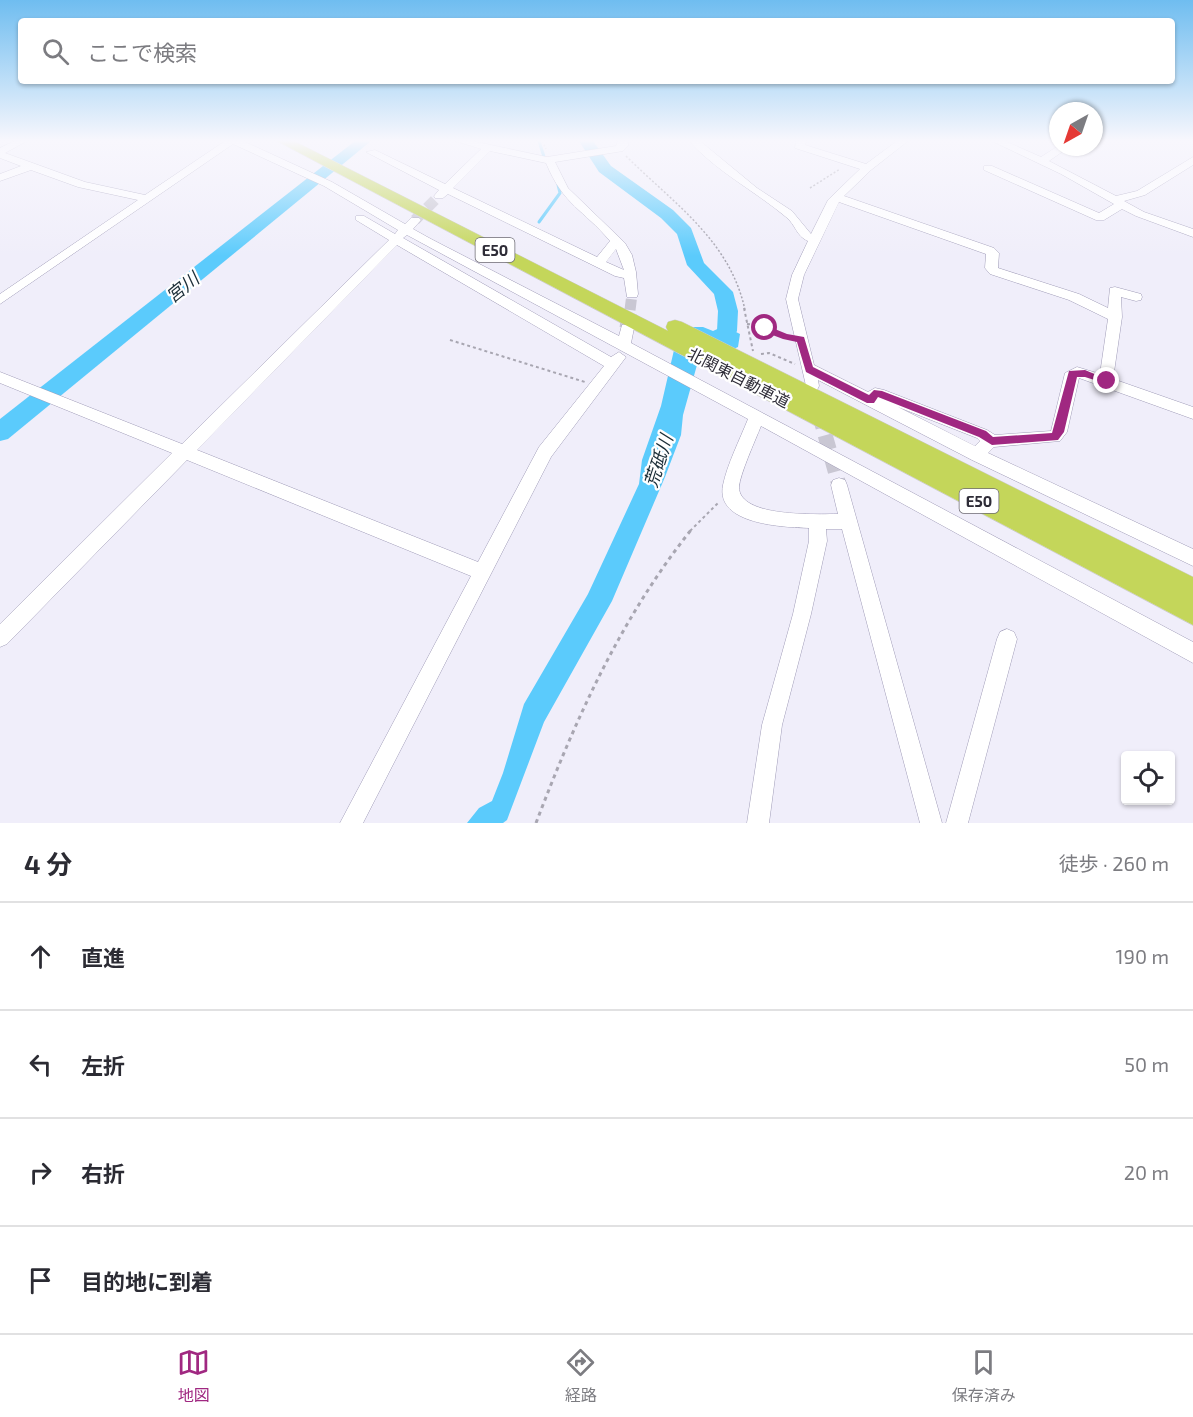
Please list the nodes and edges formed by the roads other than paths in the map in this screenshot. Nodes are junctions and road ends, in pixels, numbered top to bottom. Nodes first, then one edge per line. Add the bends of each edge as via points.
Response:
1 (67, 179) edge
2 (177, 179) edge
3 (319, 179) edge
4 (370, 179) edge
5 (419, 179) edge
6 (456, 179) edge
7 (561, 179) edge
8 (740, 179) edge
9 (855, 179) edge
10 (1014, 179) edge
11 (1076, 179) edge
12 (1162, 179) edge
13 (443, 193) junction
14 (836, 197) junction
15 (148, 199) junction
16 (1118, 202) junction
17 (360, 218) dead end
18 (415, 220) tunnel mouth
19 (1193, 233) edge
20 (400, 235) junction
21 (613, 236) junction
22 (814, 240) junction
23 (599, 263) junction
24 (632, 276) junction
25 (632, 294) tunnel mouth
26 (1136, 297) dead end
27 (0, 300) edge
28 (1115, 317) junction
29 (809, 369) junction
30 (0, 377) edge
31 (764, 381) junction
32 (1107, 381) junction
33 (812, 386) dead end
34 (870, 400) junction
35 (1193, 413) edge
36 (751, 415) junction
37 (992, 441) junction
38 (185, 452) junction
39 (978, 455) junction
40 (839, 485) tunnel mouth
41 (818, 520) junction
42 (848, 522) junction
43 (1193, 558) edge
44 (482, 572) junction
45 (1193, 590) edge
46 (1193, 612) edge
47 (0, 637) edge
48 (1007, 639) dead end
49 (1193, 653) edge
50 (351, 823) edge
51 (758, 823) edge
52 (931, 823) edge
53 (957, 823) edge

1 - 15 street
2 - 15 street
3 - 20 street
4 - 31 highway, 北関東自動車道 / E50 via 635,327
5 - 13 street
6 - 13 street
7 - 21 street via 564,189
8 - 22 street via 788,213 804,235
9 - 14 street
10 - 16 street via 1100,218
11 - 16 street
12 - 16 street
13 - 23 street
14 - 22 street
14 - 28 street via 990,250 994,271 1074,297
15 - 27 street
16 - 19 street via 1151,219
17 - 20 street
18 - 20 street
20 - 36 street
20 - 38 street
20 - 44 street via 616,361 545,452
21 - 23 street
21 - 24 street via 625,250
22 - 29 street via 792,299
23 - 24 street
24 - 25 street
26 - 28 street via 1115,291
28 - 32 street
29 - 33 street
29 - 34 street
30 - 38 street
31 - 45 highway, 北関東自動車道 / E50
31 - 46 highway, 北関東自動車道 / E50
32 - 35 street
32 - 37 street via 1073,373 1055,437
34 - 37 street via 879,394
34 - 39 street
36 - 41 street via 731,485 734,500 743,510 756,515
36 - 49 street
37 - 39 street
38 - 44 street
38 - 47 street
39 - 43 street
40 - 42 street
41 - 42 street
41 - 51 street via 818,541 802,614 772,724
42 - 52 street
44 - 50 street
48 - 53 street

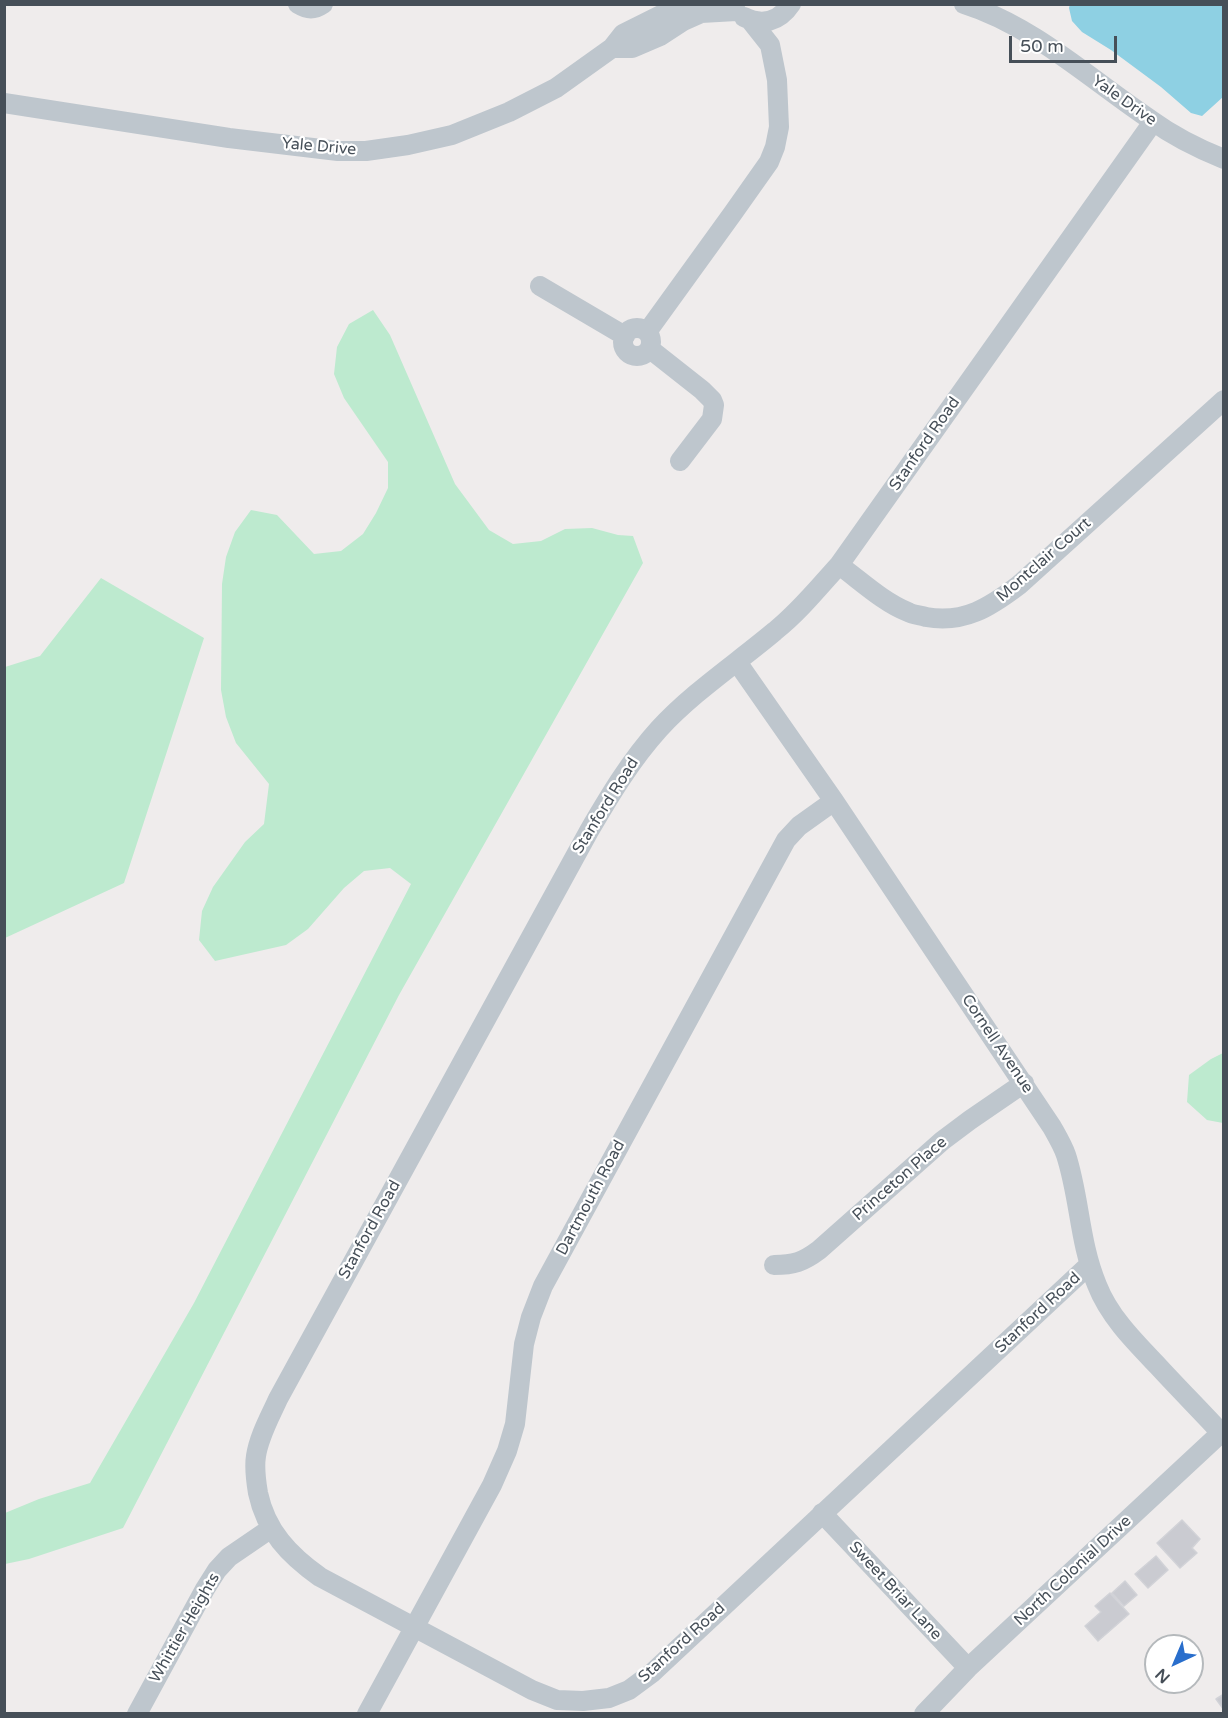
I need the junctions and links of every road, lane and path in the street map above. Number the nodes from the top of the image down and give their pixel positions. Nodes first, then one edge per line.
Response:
1 (298, 4) edge
2 (324, 4) edge
3 (683, 4) edge
4 (964, 4) edge
5 (788, 8) edge
6 (740, 12) edge
7 (770, 45) junction
8 (612, 48) junction
9 (4, 103) edge
10 (1153, 122) junction
11 (1224, 159) edge
12 (540, 286) dead end
13 (648, 341) junction
14 (1224, 400) edge
15 (680, 461) dead end
16 (839, 565) junction
17 (736, 662) junction
18 (834, 801) junction
19 (1024, 1083) junction
20 (774, 1265) dead end
21 (1089, 1265) junction
22 (1223, 1433) edge
23 (822, 1513) junction
24 (270, 1528) junction
25 (413, 1627) junction
26 (968, 1668) junction
27 (137, 1713) edge
28 (367, 1713) edge
29 (924, 1713) edge

1 - 2 street
3 - 8 street, Yale Drive
4 - 10 street, Yale Drive
5 - 6 street, Yale Drive
5 - 7 street
6 - 7 street
6 - 8 street, Yale Drive
7 - 13 street
8 - 9 street, Yale Drive
10 - 11 street, Yale Drive
10 - 16 street, Stanford Road
12 - 13 street
13 - 15 street
14 - 16 street, Montclair Court
16 - 17 street, Stanford Road
17 - 18 street, Cornell Avenue
17 - 24 street, Stanford Road
18 - 19 street, Cornell Avenue
18 - 25 street, Dartmouth Road
19 - 20 street, Princeton Place
19 - 21 street, Cornell Avenue
21 - 22 street, Cornell Avenue
21 - 23 street, Stanford Road
22 - 26 street, North Colonial Drive
23 - 25 street, Stanford Road
23 - 26 street, Sweet Briar Lane
24 - 25 street, Stanford Road
24 - 27 street, Whittier Heights
25 - 28 street, Dartmouth Road
26 - 29 street, North Colonial Drive

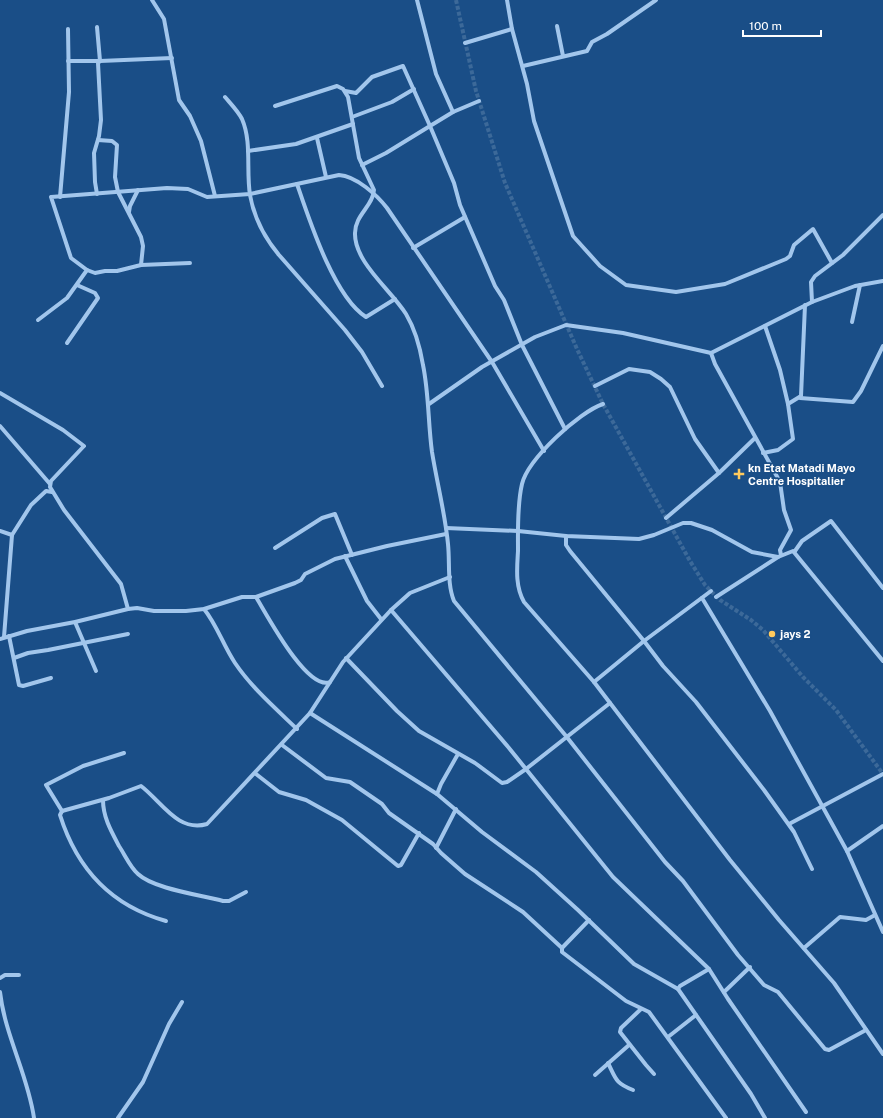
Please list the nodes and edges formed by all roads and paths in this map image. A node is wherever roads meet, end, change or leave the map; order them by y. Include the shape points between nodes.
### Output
1 (152, 0) edge
2 (417, 0) edge
3 (507, 0) edge
4 (656, 0) edge
5 (557, 26) dead end
6 (97, 27) dead end
7 (68, 29) dead end
8 (512, 29) junction
9 (465, 43) dead end
10 (563, 56) junction
11 (172, 58) junction
12 (100, 60) junction
13 (68, 61) junction
14 (523, 66) junction
15 (414, 89) junction
16 (345, 91) junction
17 (225, 97) dead end
18 (479, 100) dead end
19 (275, 106) dead end
20 (453, 112) junction
21 (352, 117) junction
22 (353, 124) junction
23 (430, 126) junction
24 (317, 138) junction
25 (98, 140) junction
26 (248, 151) junction
27 (362, 165) junction
28 (326, 177) junction
29 (297, 184) junction
30 (138, 190) junction
31 (118, 192) junction
32 (97, 194) junction
33 (250, 194) junction
34 (374, 195) junction
35 (215, 196) junction
36 (60, 197) junction
37 (129, 214) junction
38 (883, 215) edge
39 (465, 216) junction
40 (413, 248) junction
41 (190, 263) dead end
42 (832, 263) junction
43 (141, 265) junction
44 (87, 270) junction
45 (883, 281) edge
46 (77, 285) junction
47 (860, 285) junction
48 (395, 299) junction
49 (812, 302) junction
50 (806, 305) junction
51 (38, 320) dead end
52 (852, 322) dead end
53 (765, 326) junction
54 (67, 343) dead end
55 (522, 345) junction
56 (883, 346) edge
57 (711, 353) junction
58 (492, 362) junction
59 (382, 386) dead end
60 (595, 386) dead end
61 (0, 393) edge
62 (800, 398) junction
63 (429, 404) junction
64 (603, 404) dead end
65 (788, 404) junction
66 (0, 426) edge
67 (565, 429) junction
68 (755, 438) junction
69 (544, 451) junction
70 (763, 454) junction
71 (719, 474) junction
72 (50, 484) junction
73 (52, 492) junction
74 (666, 518) dead end
75 (446, 528) junction
76 (0, 531) edge
77 (518, 531) junction
78 (446, 534) junction
79 (12, 535) junction
80 (566, 536) junction
81 (275, 548) dead end
82 (794, 551) junction
83 (352, 555) junction
84 (345, 556) junction
85 (780, 556) junction
86 (450, 577) junction
87 (883, 588) edge
88 (711, 591) dead end
89 (256, 597) junction
90 (716, 597) dead end
91 (702, 598) junction
92 (128, 609) junction
93 (204, 609) junction
94 (390, 610) junction
95 (381, 619) junction
96 (75, 622) junction
97 (128, 634) dead end
98 (4, 637) edge
99 (644, 640) junction
100 (84, 642) junction
101 (14, 658) junction
102 (346, 658) junction
103 (883, 661) edge
104 (96, 671) dead end
105 (51, 678) dead end
106 (331, 682) junction
107 (594, 682) junction
108 (610, 703) junction
109 (310, 713) junction
110 (296, 729) junction
111 (566, 736) junction
112 (282, 745) junction
113 (124, 753) dead end
114 (458, 754) junction
115 (526, 769) junction
116 (256, 774) junction
117 (883, 774) edge
118 (437, 794) junction
119 (103, 800) junction
120 (822, 807) junction
121 (456, 809) junction
122 (62, 811) junction
123 (788, 824) junction
124 (883, 826) edge
125 (419, 833) junction
126 (436, 848) junction
127 (846, 851) junction
128 (812, 869) dead end
129 (246, 892) dead end
130 (875, 915) junction
131 (589, 920) junction
132 (166, 921) dead end
133 (883, 932) edge
134 (562, 948) junction
135 (804, 948) junction
136 (750, 967) junction
137 (709, 969) junction
138 (19, 975) dead end
139 (0, 978) edge
140 (678, 989) junction
141 (0, 992) edge
142 (724, 992) junction
143 (182, 1002) dead end
144 (641, 1010) junction
145 (696, 1016) junction
146 (866, 1030) junction
147 (668, 1037) junction
148 (629, 1045) junction
149 (883, 1054) edge
150 (608, 1063) junction
151 (654, 1074) dead end
152 (594, 1075) dead end
153 (633, 1090) dead end
154 (806, 1112) dead end
155 (725, 1116) edge
156 (34, 1118) edge
157 (118, 1118) edge
158 (719, 1118) edge
159 (765, 1118) edge

1 - 11 street via 164,19
2 - 20 street via 436,74
3 - 8 street
4 - 10 street via 592,42 587,51
5 - 10 street
6 - 12 street
7 - 13 street
8 - 9 street
8 - 14 street
10 - 14 street
11 - 12 street
11 - 35 street via 179,100 190,116 201,142
12 - 13 street
12 - 25 street via 97,66 101,109
13 - 36 street via 69,102
14 - 42 street via 534,121 573,236 614,278 626,285 676,292 725,284 786,259 794,245 813,229
15 - 16 street via 405,68 401,66 372,77 356,93
15 - 21 street via 392,102
15 - 23 street
16 - 19 street via 336,86
16 - 21 street
17 - 26 street via 241,118
18 - 20 street
20 - 23 street
21 - 22 street
22 - 24 street
22 - 27 street
23 - 27 street
23 - 39 street
24 - 26 street via 288,146
24 - 28 street
25 - 31 street via 112,141 117,145 115,177
25 - 32 street via 94,153
26 - 33 street
27 - 34 street via 372,184
28 - 29 street
28 - 34 street via 339,174 349,177
29 - 33 street
29 - 48 street via 321,251 337,282 352,303 366,317
30 - 31 street
30 - 35 street via 181,188 202,196
30 - 37 street
31 - 32 street
31 - 37 street
32 - 36 street
33 - 35 street
33 - 59 street via 254,214 267,240 345,330 362,352
34 - 40 street via 382,202
34 - 48 street via 357,221 356,242 364,260
36 - 44 street via 51,197 66,247 74,261
37 - 43 street via 143,241
38 - 42 street via 860,240
39 - 40 street
39 - 55 street
40 - 58 street
41 - 43 street
42 - 49 street via 811,282
43 - 44 street via 117,271 95,273
44 - 46 street
45 - 47 street
46 - 51 street via 67,298
46 - 54 street via 98,298
47 - 49 street
47 - 52 street
48 - 63 street via 414,332 423,363
49 - 50 street
50 - 53 street
50 - 62 street
53 - 57 street
53 - 65 street
55 - 57 street via 547,331 566,325 623,333
55 - 58 street
55 - 67 street
56 - 62 street via 853,402
57 - 68 street
58 - 63 street via 464,378
58 - 69 street
60 - 71 street via 629,369 650,372 662,379 670,387 695,439
61 - 72 street via 63,430 84,446
62 - 65 street
63 - 75 street via 432,452
64 - 67 street via 579,417
65 - 70 street via 792,439 778,450
66 - 72 street
67 - 69 street
68 - 70 street
68 - 71 street
69 - 77 street via 531,465 522,484
70 - 85 street via 780,482 784,510 791,530 780,550
71 - 74 street
72 - 73 street
73 - 79 street via 46,491 33,502
73 - 92 street via 121,584
75 - 77 street
75 - 78 street
76 - 79 street
77 - 80 street
77 - 107 street via 518,586 521,597
78 - 83 street
78 - 86 street
79 - 98 street
80 - 85 street via 639,539 683,523 691,523 712,530 752,552
80 - 99 street via 566,545 570,551
81 - 83 street via 322,518 335,514
82 - 85 street
82 - 87 street via 802,541 831,521
82 - 103 street
83 - 84 street
84 - 89 street via 305,574 295,583
84 - 95 street via 367,601
85 - 90 street
86 - 94 street via 410,593
86 - 111 street via 452,597 458,608
88 - 91 street
89 - 93 street via 242,598
89 - 106 street via 300,664 318,681 326,684
91 - 99 street
91 - 120 street via 770,711
92 - 93 street
92 - 96 street
93 - 110 street via 234,662
94 - 95 street
94 - 115 street
95 - 102 street
96 - 98 street
96 - 100 street
97 - 100 street
98 - 101 street
99 - 107 street
99 - 123 street via 663,666 705,712
100 - 101 street
100 - 104 street
101 - 105 street via 19,685
102 - 106 street
102 - 114 street via 409,722
106 - 109 street
107 - 108 street
108 - 111 street
108 - 135 street via 730,860
109 - 110 street
109 - 118 street
110 - 112 street
111 - 115 street
111 - 136 street
112 - 116 street
112 - 125 street via 326,778 334,781 345,780 355,785
113 - 122 street via 83,766 46,785
114 - 115 street via 502,783
114 - 118 street
115 - 137 street via 613,877
116 - 119 street via 212,820 197,826 178,820 142,787
116 - 125 street via 279,792 306,800 342,820 398,866
117 - 120 street
118 - 121 street
119 - 122 street
119 - 129 street via 112,834 142,878 223,901
120 - 123 street
120 - 127 street
121 - 126 street
121 - 131 street via 536,872
122 - 132 street via 60,815 71,846 96,879 124,904 153,918
123 - 128 street
124 - 127 street
125 - 126 street
126 - 134 street via 465,874 523,912
127 - 130 street
130 - 133 street
130 - 135 street via 866,920 840,917
131 - 134 street
131 - 140 street via 634,964
134 - 144 street via 562,952 579,966
135 - 146 street via 834,983
136 - 142 street
136 - 146 street via 764,985 781,995 826,1049
137 - 140 street
137 - 142 street
138 - 139 street via 5,975
140 - 145 street
141 - 156 street via 5,1020 28,1088
142 - 154 street
143 - 157 street via 169,1024 143,1082
144 - 147 street via 649,1012
144 - 148 street via 620,1030
145 - 147 street
145 - 159 street
146 - 149 street
147 - 155 street
148 - 150 street
148 - 151 street
150 - 152 street
150 - 153 street via 610,1071 619,1083
155 - 158 street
# # #
◆ **Instructions for the task**
Copy every line of the data that holds the string "Cornell".

◆ **Your solution**
17 - 18 street, Cornell Avenue
18 - 19 street, Cornell Avenue
19 - 21 street, Cornell Avenue
21 - 22 street, Cornell Avenue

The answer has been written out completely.